§ What is required
For each line below that contains the string "Auxerre", copy that line.

Stored items
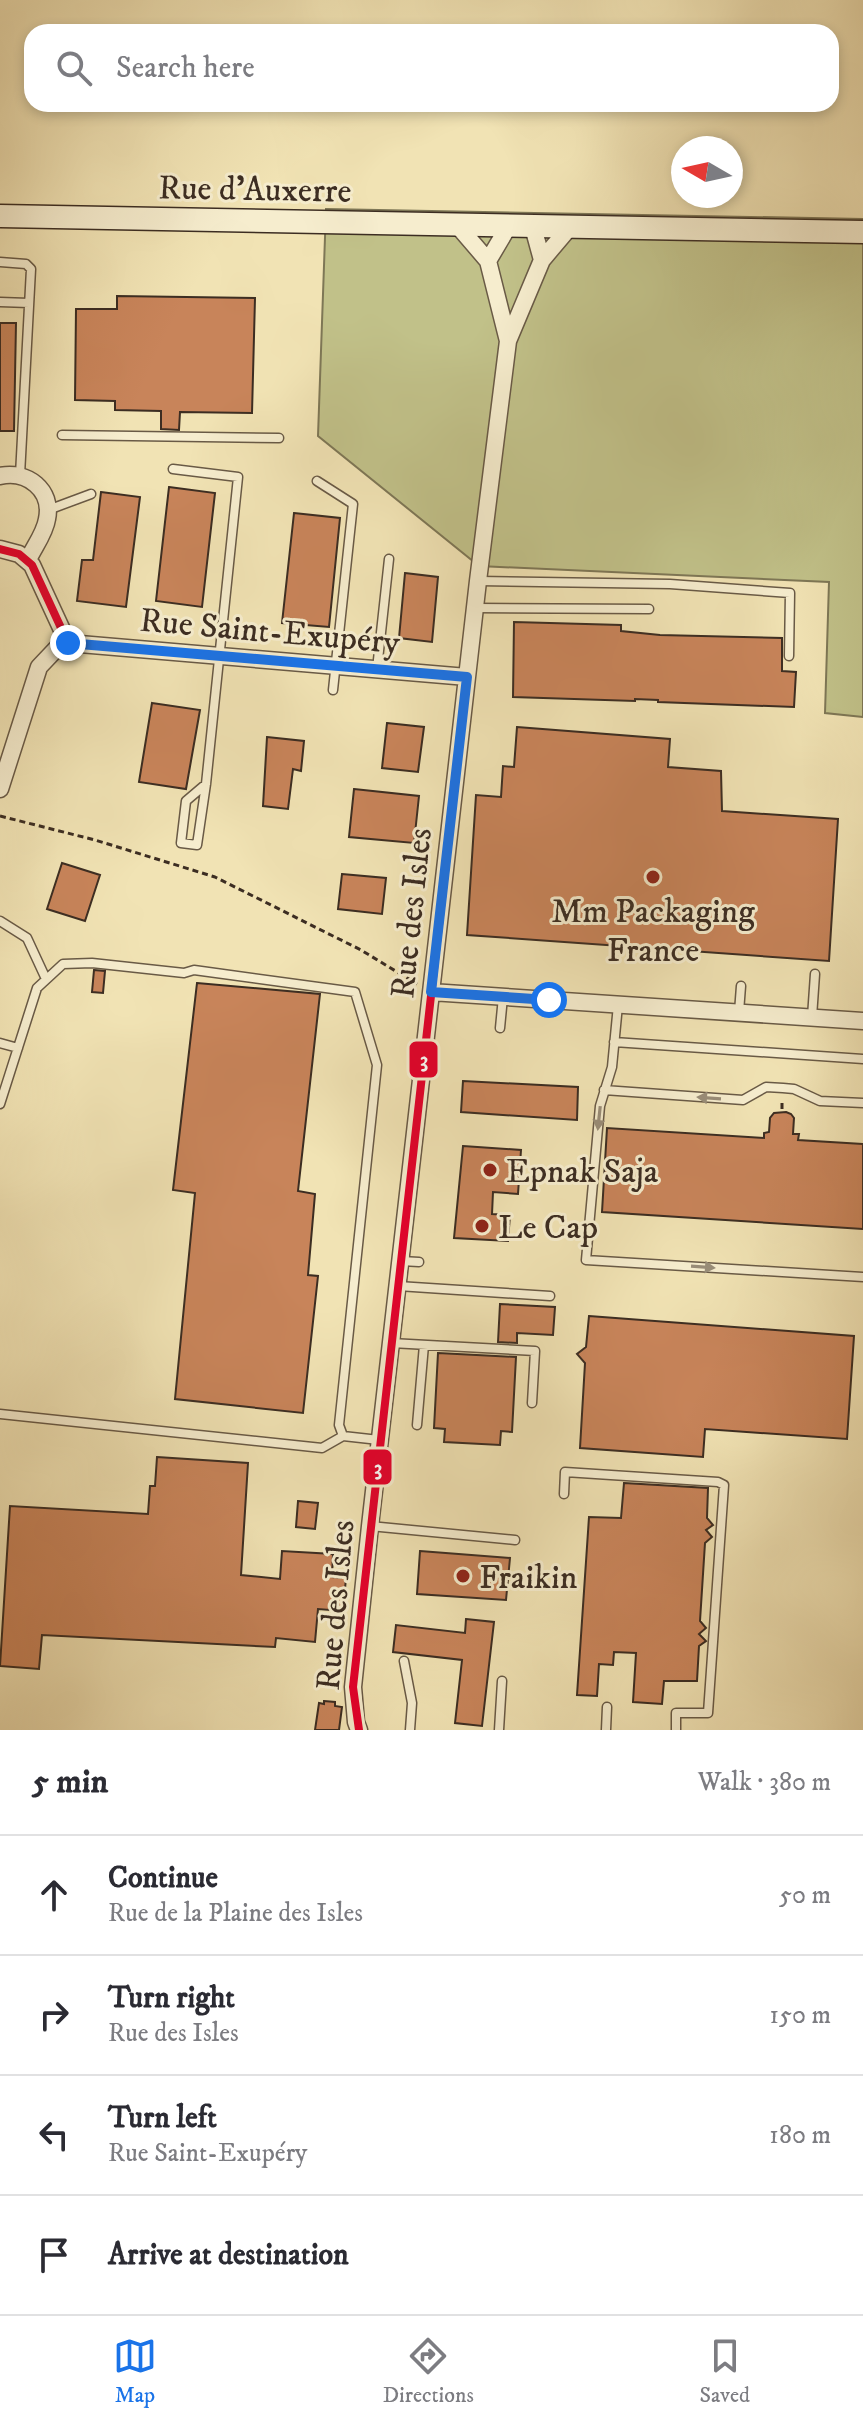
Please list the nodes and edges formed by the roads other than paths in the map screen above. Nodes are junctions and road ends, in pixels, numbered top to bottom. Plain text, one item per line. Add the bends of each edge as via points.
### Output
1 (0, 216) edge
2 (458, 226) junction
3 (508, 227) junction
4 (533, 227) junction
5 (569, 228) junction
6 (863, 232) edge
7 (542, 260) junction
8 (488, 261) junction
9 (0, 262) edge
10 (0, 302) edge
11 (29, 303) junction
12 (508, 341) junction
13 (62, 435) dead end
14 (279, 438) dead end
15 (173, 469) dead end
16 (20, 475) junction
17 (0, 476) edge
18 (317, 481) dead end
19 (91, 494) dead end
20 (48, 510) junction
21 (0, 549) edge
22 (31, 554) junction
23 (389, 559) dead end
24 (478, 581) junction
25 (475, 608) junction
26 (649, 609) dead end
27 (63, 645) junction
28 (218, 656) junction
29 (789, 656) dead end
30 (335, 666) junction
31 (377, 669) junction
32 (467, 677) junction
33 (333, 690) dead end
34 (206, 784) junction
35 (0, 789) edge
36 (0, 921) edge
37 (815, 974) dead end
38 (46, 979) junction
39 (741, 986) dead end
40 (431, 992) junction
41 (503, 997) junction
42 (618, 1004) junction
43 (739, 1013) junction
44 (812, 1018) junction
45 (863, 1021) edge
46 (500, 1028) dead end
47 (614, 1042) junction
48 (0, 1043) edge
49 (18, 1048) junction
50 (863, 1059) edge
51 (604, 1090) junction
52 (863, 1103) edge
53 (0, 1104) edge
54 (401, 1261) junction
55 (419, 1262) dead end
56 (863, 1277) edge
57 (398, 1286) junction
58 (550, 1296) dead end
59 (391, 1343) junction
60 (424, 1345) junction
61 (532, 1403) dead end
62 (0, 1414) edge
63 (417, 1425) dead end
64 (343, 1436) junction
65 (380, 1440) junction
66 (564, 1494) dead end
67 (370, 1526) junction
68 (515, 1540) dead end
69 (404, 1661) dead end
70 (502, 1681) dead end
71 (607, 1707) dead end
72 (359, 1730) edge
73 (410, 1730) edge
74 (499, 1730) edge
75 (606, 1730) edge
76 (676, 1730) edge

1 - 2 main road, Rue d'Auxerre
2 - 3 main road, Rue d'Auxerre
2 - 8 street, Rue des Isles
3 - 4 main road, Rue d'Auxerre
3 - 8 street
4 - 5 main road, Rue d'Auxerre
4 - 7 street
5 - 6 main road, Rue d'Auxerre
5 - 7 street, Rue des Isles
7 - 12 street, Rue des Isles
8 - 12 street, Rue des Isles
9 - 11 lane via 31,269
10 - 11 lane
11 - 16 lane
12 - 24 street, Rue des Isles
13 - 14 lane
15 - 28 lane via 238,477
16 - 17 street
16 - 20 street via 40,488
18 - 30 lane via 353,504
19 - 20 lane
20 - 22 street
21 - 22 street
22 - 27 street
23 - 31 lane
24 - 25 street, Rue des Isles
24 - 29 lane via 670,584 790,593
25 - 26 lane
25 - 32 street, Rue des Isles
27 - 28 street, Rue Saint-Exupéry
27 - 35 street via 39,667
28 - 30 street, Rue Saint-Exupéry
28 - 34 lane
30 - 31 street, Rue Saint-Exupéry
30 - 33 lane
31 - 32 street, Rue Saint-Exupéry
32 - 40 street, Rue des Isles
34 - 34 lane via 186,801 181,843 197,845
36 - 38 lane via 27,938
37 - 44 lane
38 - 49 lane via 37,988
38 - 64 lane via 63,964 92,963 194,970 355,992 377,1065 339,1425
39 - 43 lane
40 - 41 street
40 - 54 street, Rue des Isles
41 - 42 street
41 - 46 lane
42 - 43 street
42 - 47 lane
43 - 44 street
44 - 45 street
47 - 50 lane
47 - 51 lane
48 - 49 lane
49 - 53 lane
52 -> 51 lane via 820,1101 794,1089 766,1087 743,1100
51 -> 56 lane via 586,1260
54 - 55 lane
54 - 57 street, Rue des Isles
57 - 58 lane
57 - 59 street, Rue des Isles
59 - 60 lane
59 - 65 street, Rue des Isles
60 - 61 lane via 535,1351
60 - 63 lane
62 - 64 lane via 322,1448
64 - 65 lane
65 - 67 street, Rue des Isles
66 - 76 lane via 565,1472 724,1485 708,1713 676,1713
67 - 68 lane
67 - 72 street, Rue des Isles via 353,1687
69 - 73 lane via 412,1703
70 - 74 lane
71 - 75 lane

§ Written response
1 - 2 main road, Rue d'Auxerre
2 - 3 main road, Rue d'Auxerre
3 - 4 main road, Rue d'Auxerre
4 - 5 main road, Rue d'Auxerre
5 - 6 main road, Rue d'Auxerre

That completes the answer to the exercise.